** Exercise prompt **
Pull every line with "dead" from the data.

═════ Available data ═════

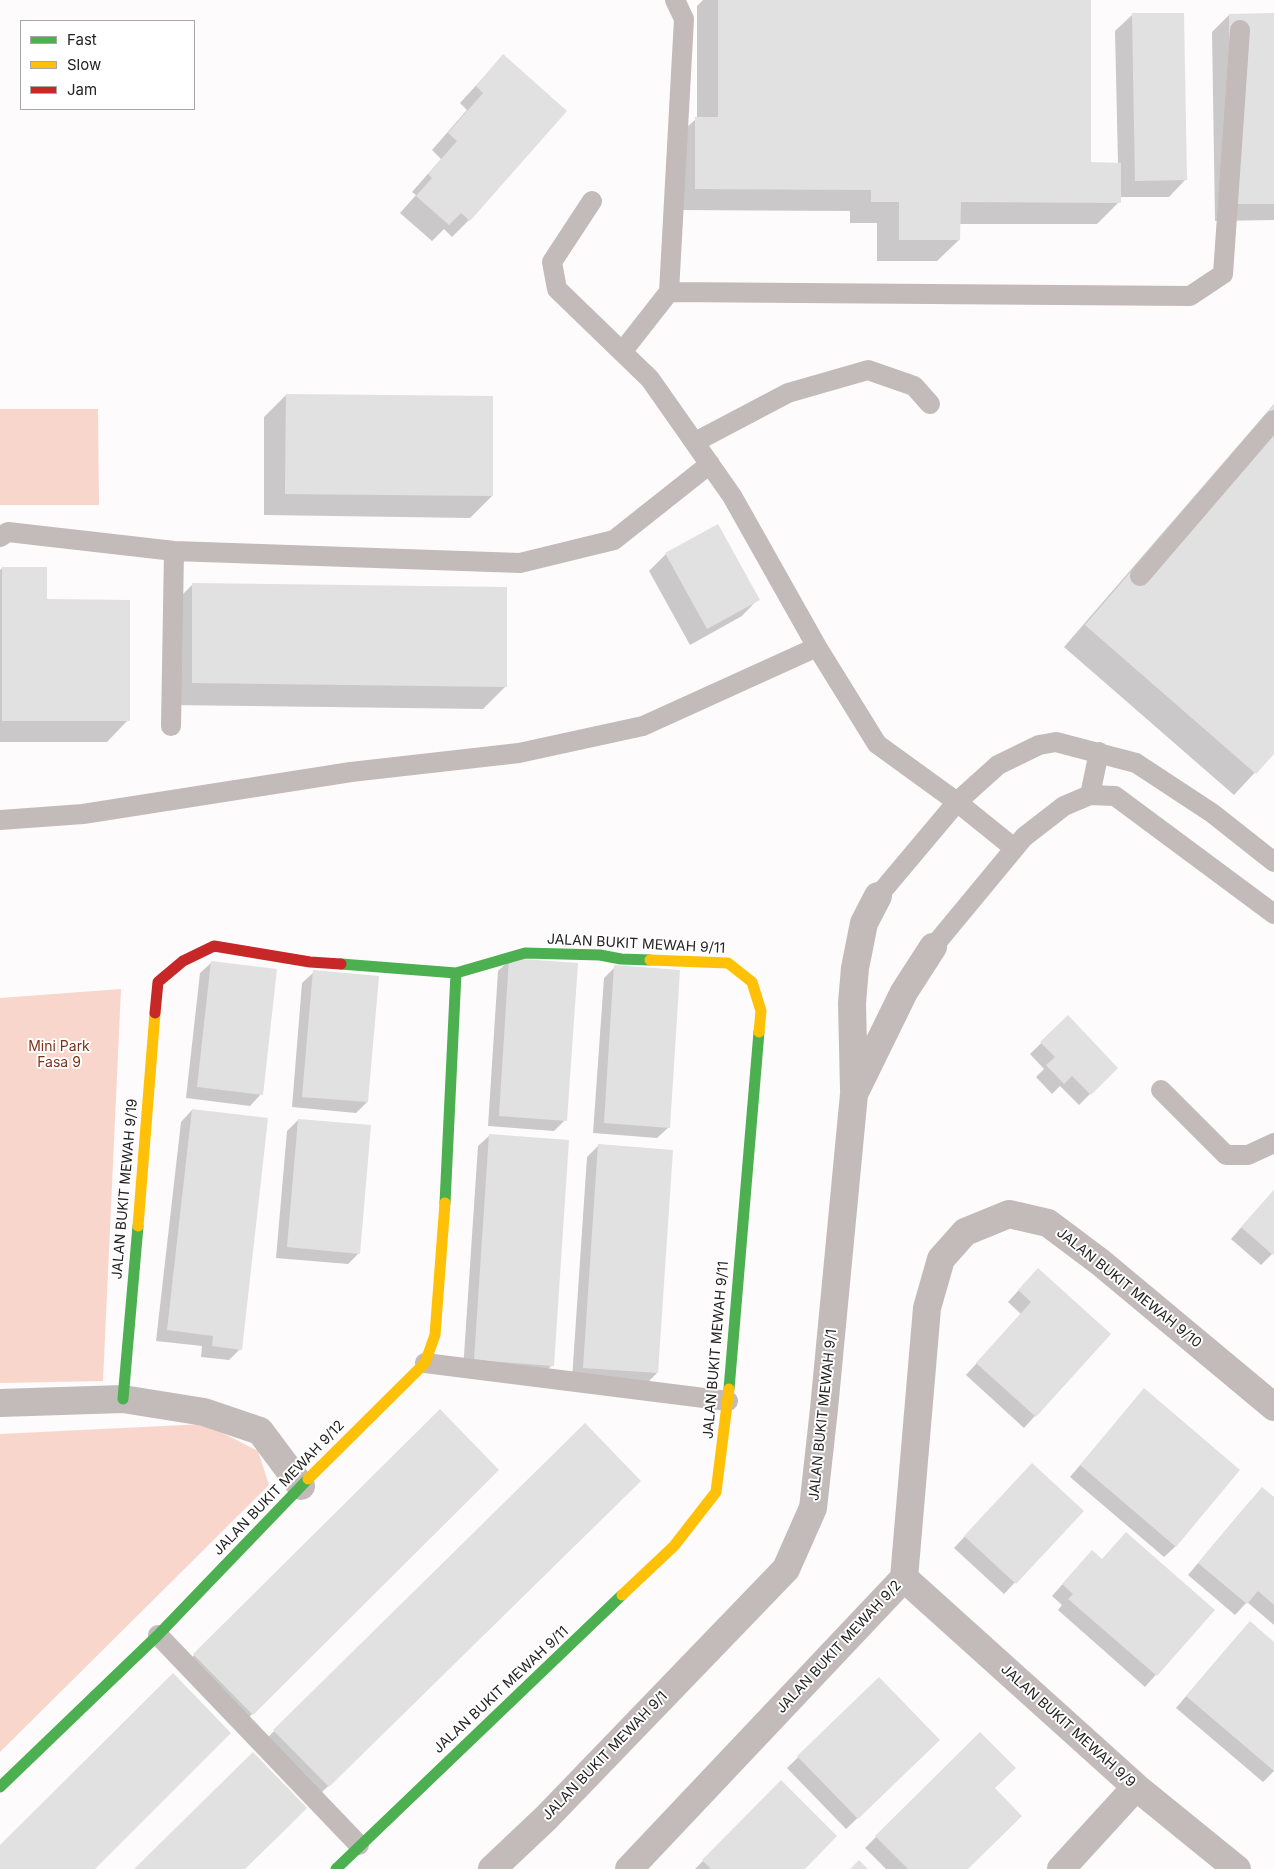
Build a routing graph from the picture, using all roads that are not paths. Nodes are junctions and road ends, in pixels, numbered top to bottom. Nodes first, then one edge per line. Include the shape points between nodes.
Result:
1 (675, 0) edge
2 (1240, 30) dead end
3 (592, 201) dead end
4 (669, 292) junction
5 (622, 352) junction
6 (930, 404) dead end
7 (1274, 420) edge
8 (695, 442) junction
9 (710, 464) junction
10 (0, 537) edge
11 (174, 551) junction
12 (1140, 576) dead end
13 (817, 647) junction
14 (171, 726) dead end
15 (1099, 752) junction
16 (1090, 795) junction
17 (957, 802) junction
18 (0, 820) edge
19 (1014, 848) junction
20 (1274, 862) edge
21 (878, 896) joint
22 (1274, 914) edge
23 (933, 947) joint
24 (456, 974) junction
25 (1161, 1090) dead end
26 (854, 1094) junction
27 (1274, 1144) edge
28 (927, 1308) joint
29 (425, 1363) junction
30 (123, 1399) junction
31 (728, 1401) junction
32 (0, 1402) edge
33 (1274, 1407) edge
34 (301, 1486) junction
35 (904, 1578) junction
36 (158, 1635) junction
37 (0, 1787) edge
38 (1136, 1788) junction
39 (359, 1845) junction
40 (336, 1869) edge
41 (492, 1869) edge
42 (629, 1869) edge
43 (1061, 1869) edge
44 (1237, 1869) edge

1 - 4 lane via 684,19
2 - 4 lane via 1222,274 1190,296
3 - 5 lane via 552,262 557,289
4 - 5 lane
5 - 8 lane via 650,379
6 - 8 lane via 914,386 868,370 788,392
7 - 12 lane
8 - 9 lane
9 - 11 lane via 614,540 520,563
9 - 13 lane via 732,496
10 - 11 lane via 8,532
11 - 14 lane
13 - 17 lane via 877,744
13 - 18 lane via 643,726 519,753 350,772 83,814
15 - 16 lane
15 - 17 lane via 1056,742 1039,745 998,766
15 - 20 lane via 1136,763 1212,813
16 - 19 lane via 1064,806
16 - 22 lane via 1115,796
17 - 19 lane
17 - 21 lane
19 - 23 lane
21 - 26 street via 864,923 855,968 852,1003
23 - 26 street, JALAN BUKIT MEWAH 9/1 via 904,992
24 - 29 street, JALAN BUKIT MEWAH 9/12 via 449,1147 435,1334
24 - 30 street, JALAN BUKIT MEWAH 9/19 via 310,962 214,946 183,961 158,982
24 - 31 street, JALAN BUKIT MEWAH 9/11 via 524,953 600,955 655,961 728,963 752,982 761,1011
25 - 27 lane via 1226,1154 1248,1155
26 - 41 street, JALAN BUKIT MEWAH 9/1 via 812,1508 786,1569 546,1818
28 - 33 street, JALAN BUKIT MEWAH 9/10 via 941,1259 965,1232 1009,1214 1048,1223 1100,1262
28 - 35 street, JALAN BUKIT MEWAH 9/2
29 - 31 lane
29 - 34 street, JALAN BUKIT MEWAH 9/12
30 - 32 street
30 - 34 street via 204,1412 260,1430
31 - 39 street, JALAN BUKIT MEWAH 9/11 via 716,1492 674,1546
34 - 36 street, JALAN BUKIT MEWAH 9/12
35 - 38 street, JALAN BUKIT MEWAH 9/9
35 - 42 street, JALAN BUKIT MEWAH 9/2
36 - 37 street, JALAN BUKIT MEWAH 9/12
36 - 39 lane
38 - 43 street
38 - 44 street, JALAN BUKIT MEWAH 9/9
39 - 40 street, JALAN BUKIT MEWAH 9/11

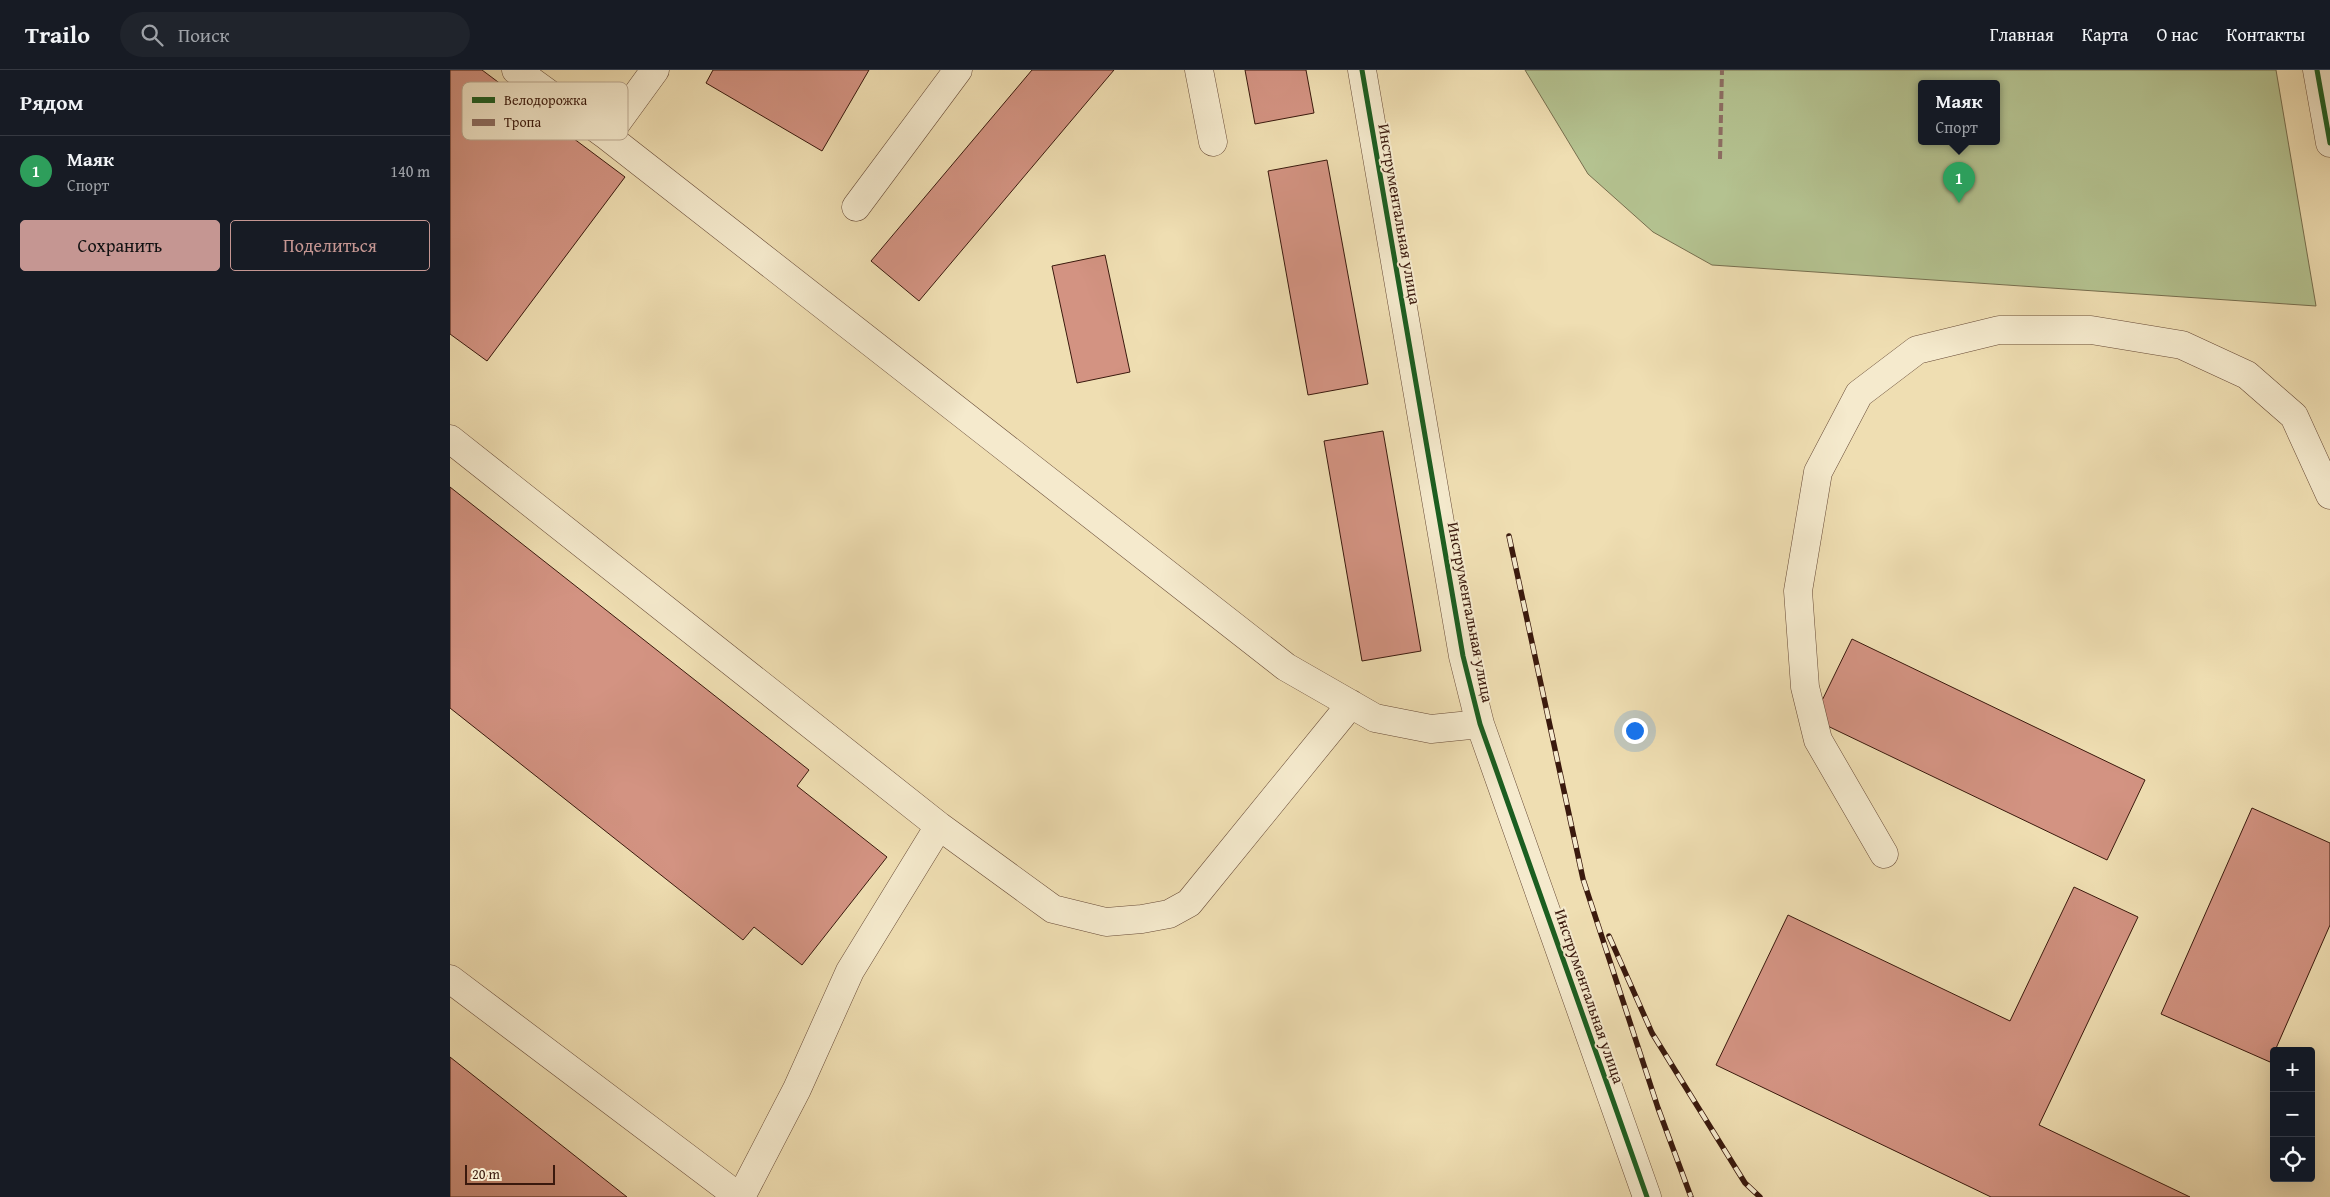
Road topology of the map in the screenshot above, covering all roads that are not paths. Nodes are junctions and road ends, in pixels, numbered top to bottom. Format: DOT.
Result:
graph roads {
  1 [pos="516,70"];
  2 [pos="655,70"];
  3 [pos="958,70"];
  4 [pos="1200,70"];
  5 [pos="1362,70"];
  6 [pos="2317,70"];
  7 [pos="533,82"];
  8 [pos="628,107"];
  9 [pos="612,140"];
  10 [pos="1213,142"];
  11 [pos="2330,143"];
  12 [pos="856,207"];
  13 [pos="450,439"];
  14 [pos="2330,494"];
  15 [pos="1351,704"];
  16 [pos="1480,724"];
  17 [pos="939,826"];
  18 [pos="1884,854"];
  19 [pos="450,979"];
  20 [pos="740,1197"];
  21 [pos="1647,1197"];
  1 -- 7 [label="street"];
  2 -- 8 [label="street"];
  3 -- 12 [label="street"];
  4 -- 10 [label="street"];
  5 -- 16 [label="street, Инструментальная улица"];
  6 -- 11 [label="street"];
  9 -- 15 [label="street"];
  13 -- 17 [label="street"];
  14 -- 18 [label="street"];
  15 -- 16 [label="street"];
  15 -- 17 [label="street"];
  16 -- 21 [label="street, Инструментальная улица"];
  17 -- 20 [label="street"];
  19 -- 20 [label="street"];
}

═════

** Solution to the problem **
2 (1240, 30) dead end
3 (592, 201) dead end
6 (930, 404) dead end
12 (1140, 576) dead end
14 (171, 726) dead end
25 (1161, 1090) dead end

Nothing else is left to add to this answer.